The FTTH expenditure represents about 82 percent of the $53.5 billion that's predicted to be spent in on fiber rollouts during the period.
A new Analysys Mason report, "FTTx roll-out and capex in developed economies: forecasts 2012–2017," predicts nearly $26 billion of the total over the next five years will be spent in Western Europe. Those countries in which major operators focus on FTTC and VDSL will generally have much higher availability of next-generation broadband in five years, according to the report.
However, the report points out that there is a danger associated with a pure FTTH play for operators. That is, cable TV and 4G mobile operators will be able to upgrade more quickly than telcos. However, new enhanced DSL technologies, such as vectoring and bonding, will make it easier for operators to keep pace with cable competitors and one step ahead of any challenge from mobile operators to their core broadband businesses, the report says.
"Given the as yet untapped potential of copper over short distances, we wonder whether it is really sensible at this stage to take fiber right to people's homes," says Rupert Wood, author of the report and lead analyst for Analysys Mason's Fixed Networks research program.
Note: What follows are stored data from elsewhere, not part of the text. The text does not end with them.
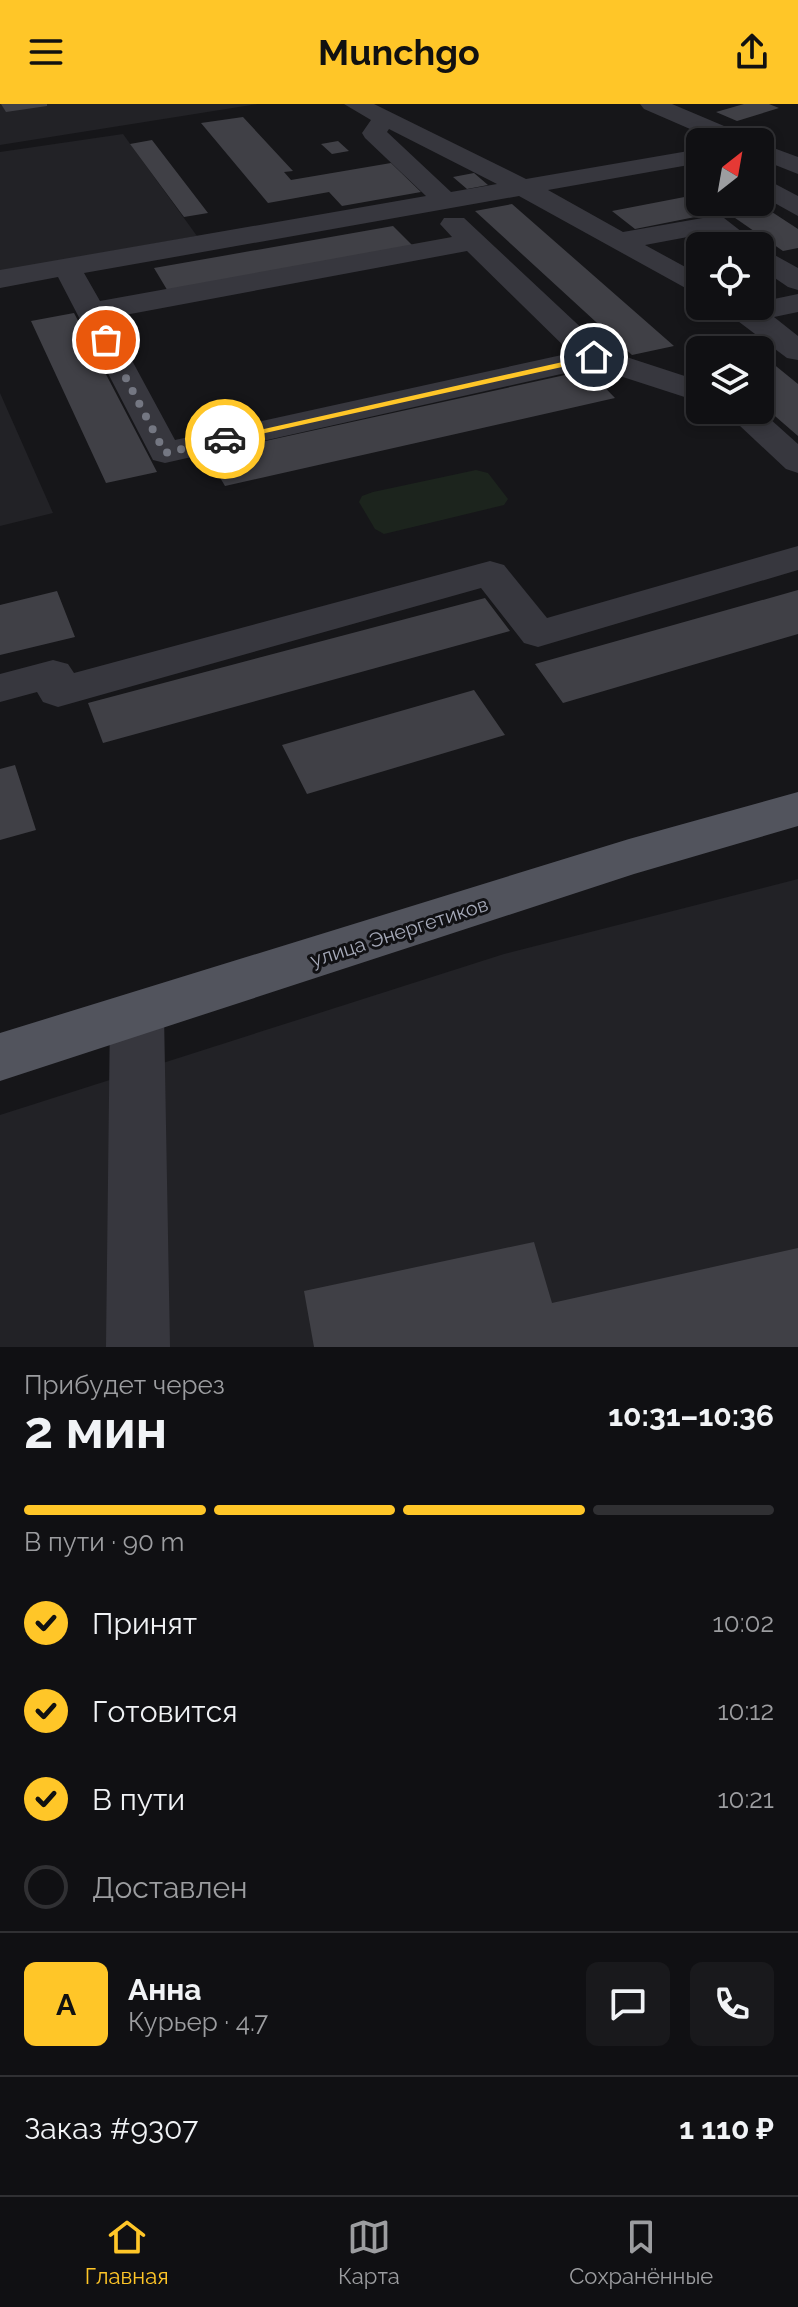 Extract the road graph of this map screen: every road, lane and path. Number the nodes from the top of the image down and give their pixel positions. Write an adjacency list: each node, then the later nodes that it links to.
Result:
1 (356, 104): 3 (street)
2 (652, 104): 4 (street)
3 (384, 118): 8 (street); 10 (street)
4 (708, 128)
5 (774, 156): 7 (street)
6 (686, 158): 8 (street)
7 (798, 166)
8 (523, 187): 10 (street); 13 (street)
9 (774, 193): 11 (street)
10 (439, 202): 14 (street); 16 (street)
11 (798, 208)
12 (726, 232): 13 (street)
13 (619, 241): 18 (street)
14 (473, 242): 22 (street); 25 (street)
15 (774, 265): 19 (street)
16 (67, 267): 17 (street); 22 (street)
17 (0, 279)
18 (686, 279)
19 (798, 281)
20 (798, 303): 21 (street)
21 (774, 306)
22 (91, 312): 25 (street)
23 (755, 320): 24 (street)
24 (798, 351)
25 (594, 357): 26 (street)
26 (686, 387)
27 (756, 424): 28 (street)
28 (798, 462)
29 (798, 558): 30 (street)
30 (0, 688)
31 (798, 809): 32 (main road, улица Энергетиков)
32 (137, 1015): 33 (main road, улица Энергетиков); 34 (street)
33 (0, 1057)
34 (138, 1347)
Next-generation access (NGA) appears to be gaining some momentum in Europe, the report notes. Five years after its launch, NGA take-up rates for telcos of 25 percent or more in covered areas seem achievable. The report also indicates that the business case for NGA is not always best where the cost is lowest. The most critical factors are more likely to be income levels and previously poor quality broadband provision, the report says.